Une nouvelle attaque attribuée aux présumés rebelles d'Allied democratic forces (ADF) a été signalée la nuit du mercredi à ce jeudi 2 avril 2025 au village Bafwakoa, dans le territoire de Mambasa, à l'ouest de la province de l'Ituri, sur la RN4, tronçon Mambasa-Kisangani.
Des sources au sein de la Nouvelle société civile congolaise (NSCC) en territoire de Mambasa soulignent que plusieurs civils ont été tués. Outre les dégâts humains, Jospin Paluku Mbowa, répondant de cette structure, rajoute que le village attaqué a été incendié à plus de 60 %, des motos et véhicules ont été ciblés également.
"Nous sommes très indignés de voir qu'il y a une propagation libre des rebelles ADF dans l'ensemble du territoire de Mambasa alors que de l'autre côté il y a des personnes qui ne cessent de jeter des fleurs à l'armée soutenant qu'il y a la paix, mais nous, population, nous voyons le contraire sur terrain", a-t-il fustigé.
Dans un entretien téléphonique accordé à 7SUR7.CD ce jeudi, l'administrateur policier du territoire de Mambasa confirme l'attaque sans dresser un quelconque bilan humain. Il souligne toutefois les pertes en vies humaines et les dégâts matériels.
"Réellement les rebelles d'Allied democratic forces (ADF) ont attaqué la chefferie des Bandaka, les fouilles continuent toutefois nous avons perdu nos populations lors de cette incursion, il y a eu aussi des dégâts matériels. Actuellement certaines populations prennent les unes la direction de Nia-nia et les autres de Mambasa. Nous disons nos sincères condoléances à toutes les familles touchées, les dispositifs sécuritaires sont pris pour éradiquer ce phénomène”, a souligné le commissaire supérieur Matadi Muyapandi Jean-Baptiste.
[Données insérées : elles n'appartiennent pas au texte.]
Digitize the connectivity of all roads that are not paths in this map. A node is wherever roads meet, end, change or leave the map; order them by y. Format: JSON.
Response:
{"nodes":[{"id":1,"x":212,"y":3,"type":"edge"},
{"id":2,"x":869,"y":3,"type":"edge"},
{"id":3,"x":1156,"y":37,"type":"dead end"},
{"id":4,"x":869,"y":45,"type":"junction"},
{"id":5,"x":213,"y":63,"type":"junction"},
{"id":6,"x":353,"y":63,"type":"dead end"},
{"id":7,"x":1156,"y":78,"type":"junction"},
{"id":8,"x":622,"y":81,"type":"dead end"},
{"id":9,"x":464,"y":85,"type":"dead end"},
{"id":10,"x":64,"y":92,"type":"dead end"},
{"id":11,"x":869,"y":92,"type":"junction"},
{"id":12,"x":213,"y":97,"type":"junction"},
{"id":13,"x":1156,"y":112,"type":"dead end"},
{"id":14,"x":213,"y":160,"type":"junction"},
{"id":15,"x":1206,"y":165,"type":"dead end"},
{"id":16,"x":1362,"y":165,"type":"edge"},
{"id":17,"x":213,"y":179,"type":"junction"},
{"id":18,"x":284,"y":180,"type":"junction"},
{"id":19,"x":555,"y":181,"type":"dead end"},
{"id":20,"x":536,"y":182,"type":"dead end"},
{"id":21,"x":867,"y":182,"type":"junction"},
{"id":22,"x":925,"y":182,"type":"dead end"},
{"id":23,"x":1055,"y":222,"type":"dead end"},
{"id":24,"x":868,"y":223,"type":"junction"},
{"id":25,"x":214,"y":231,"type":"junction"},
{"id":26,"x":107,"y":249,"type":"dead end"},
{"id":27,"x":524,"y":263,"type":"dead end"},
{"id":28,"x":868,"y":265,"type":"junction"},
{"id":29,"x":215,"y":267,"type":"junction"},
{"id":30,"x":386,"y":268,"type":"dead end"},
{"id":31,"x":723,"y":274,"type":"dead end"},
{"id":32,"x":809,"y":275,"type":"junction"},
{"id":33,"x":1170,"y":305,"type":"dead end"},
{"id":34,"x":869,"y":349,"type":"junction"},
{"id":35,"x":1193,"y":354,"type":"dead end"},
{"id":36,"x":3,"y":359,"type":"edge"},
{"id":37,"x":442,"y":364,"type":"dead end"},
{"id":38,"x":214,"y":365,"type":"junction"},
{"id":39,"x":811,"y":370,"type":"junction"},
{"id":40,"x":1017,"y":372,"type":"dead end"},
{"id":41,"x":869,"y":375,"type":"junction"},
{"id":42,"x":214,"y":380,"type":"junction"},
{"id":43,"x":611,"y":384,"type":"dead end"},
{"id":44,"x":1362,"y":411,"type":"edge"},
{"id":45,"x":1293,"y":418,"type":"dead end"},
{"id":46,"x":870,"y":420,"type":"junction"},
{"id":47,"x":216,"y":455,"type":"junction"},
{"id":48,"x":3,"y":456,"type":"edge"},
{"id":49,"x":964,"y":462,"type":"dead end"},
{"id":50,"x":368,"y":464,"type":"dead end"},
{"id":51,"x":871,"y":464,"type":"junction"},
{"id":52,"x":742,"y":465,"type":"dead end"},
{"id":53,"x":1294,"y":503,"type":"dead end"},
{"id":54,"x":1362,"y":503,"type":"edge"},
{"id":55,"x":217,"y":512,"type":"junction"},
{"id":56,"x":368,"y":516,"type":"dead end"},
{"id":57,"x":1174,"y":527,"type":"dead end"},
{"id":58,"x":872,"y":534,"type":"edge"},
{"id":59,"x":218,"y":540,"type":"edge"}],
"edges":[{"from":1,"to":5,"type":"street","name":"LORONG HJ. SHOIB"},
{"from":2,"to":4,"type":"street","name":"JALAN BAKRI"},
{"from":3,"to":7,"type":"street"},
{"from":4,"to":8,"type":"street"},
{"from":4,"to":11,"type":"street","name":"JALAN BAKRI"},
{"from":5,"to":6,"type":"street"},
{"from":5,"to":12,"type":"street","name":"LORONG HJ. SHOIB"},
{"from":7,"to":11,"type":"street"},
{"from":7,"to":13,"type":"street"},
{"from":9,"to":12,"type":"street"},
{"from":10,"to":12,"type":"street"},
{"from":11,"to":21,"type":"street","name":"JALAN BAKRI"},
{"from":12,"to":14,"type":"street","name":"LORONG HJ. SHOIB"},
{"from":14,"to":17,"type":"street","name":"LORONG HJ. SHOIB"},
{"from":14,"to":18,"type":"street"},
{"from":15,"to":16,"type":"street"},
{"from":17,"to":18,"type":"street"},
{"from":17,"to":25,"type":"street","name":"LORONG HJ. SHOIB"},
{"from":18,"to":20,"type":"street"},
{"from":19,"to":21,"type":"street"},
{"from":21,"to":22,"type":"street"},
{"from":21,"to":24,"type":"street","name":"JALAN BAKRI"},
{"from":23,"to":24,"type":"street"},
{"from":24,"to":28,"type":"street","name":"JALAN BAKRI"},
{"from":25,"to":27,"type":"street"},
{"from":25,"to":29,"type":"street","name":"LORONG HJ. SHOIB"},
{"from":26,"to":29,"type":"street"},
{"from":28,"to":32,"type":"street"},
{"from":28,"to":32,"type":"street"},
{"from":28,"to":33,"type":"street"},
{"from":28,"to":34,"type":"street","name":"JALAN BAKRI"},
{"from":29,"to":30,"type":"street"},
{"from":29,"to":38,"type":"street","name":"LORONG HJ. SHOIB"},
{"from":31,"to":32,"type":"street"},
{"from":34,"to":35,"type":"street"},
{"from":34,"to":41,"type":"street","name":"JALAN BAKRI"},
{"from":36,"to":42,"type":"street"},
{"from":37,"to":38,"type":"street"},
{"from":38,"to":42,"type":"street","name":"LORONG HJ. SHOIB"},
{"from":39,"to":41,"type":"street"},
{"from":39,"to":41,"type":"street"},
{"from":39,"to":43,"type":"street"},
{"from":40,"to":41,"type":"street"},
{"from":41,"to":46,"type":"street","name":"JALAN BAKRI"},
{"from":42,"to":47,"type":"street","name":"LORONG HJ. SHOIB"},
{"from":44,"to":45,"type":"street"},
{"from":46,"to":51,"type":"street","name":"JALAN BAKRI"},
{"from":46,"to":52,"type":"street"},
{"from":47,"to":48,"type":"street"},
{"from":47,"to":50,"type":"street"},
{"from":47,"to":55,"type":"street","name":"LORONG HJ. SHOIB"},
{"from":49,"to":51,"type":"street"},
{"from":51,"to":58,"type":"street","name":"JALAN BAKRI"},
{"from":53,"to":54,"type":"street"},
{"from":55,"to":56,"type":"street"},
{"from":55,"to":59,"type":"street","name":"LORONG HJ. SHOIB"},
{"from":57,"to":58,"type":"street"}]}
Le territoire de Mambasa fait face à une insécurité incessante plongeant les populations locales dans une peur aigue. Ce qui contraint certaines personnes à vivre loin de leur milieu d'origine. Des sources au sein de la notabilité dans la région ont récemment souligné que 6 sur 7 chefferies du territoire de Mambasa sont actuellement menacées par les rebelles ADF, une situation qui remet en cause la nécessité d'une opération musclée contre ces djihadistes.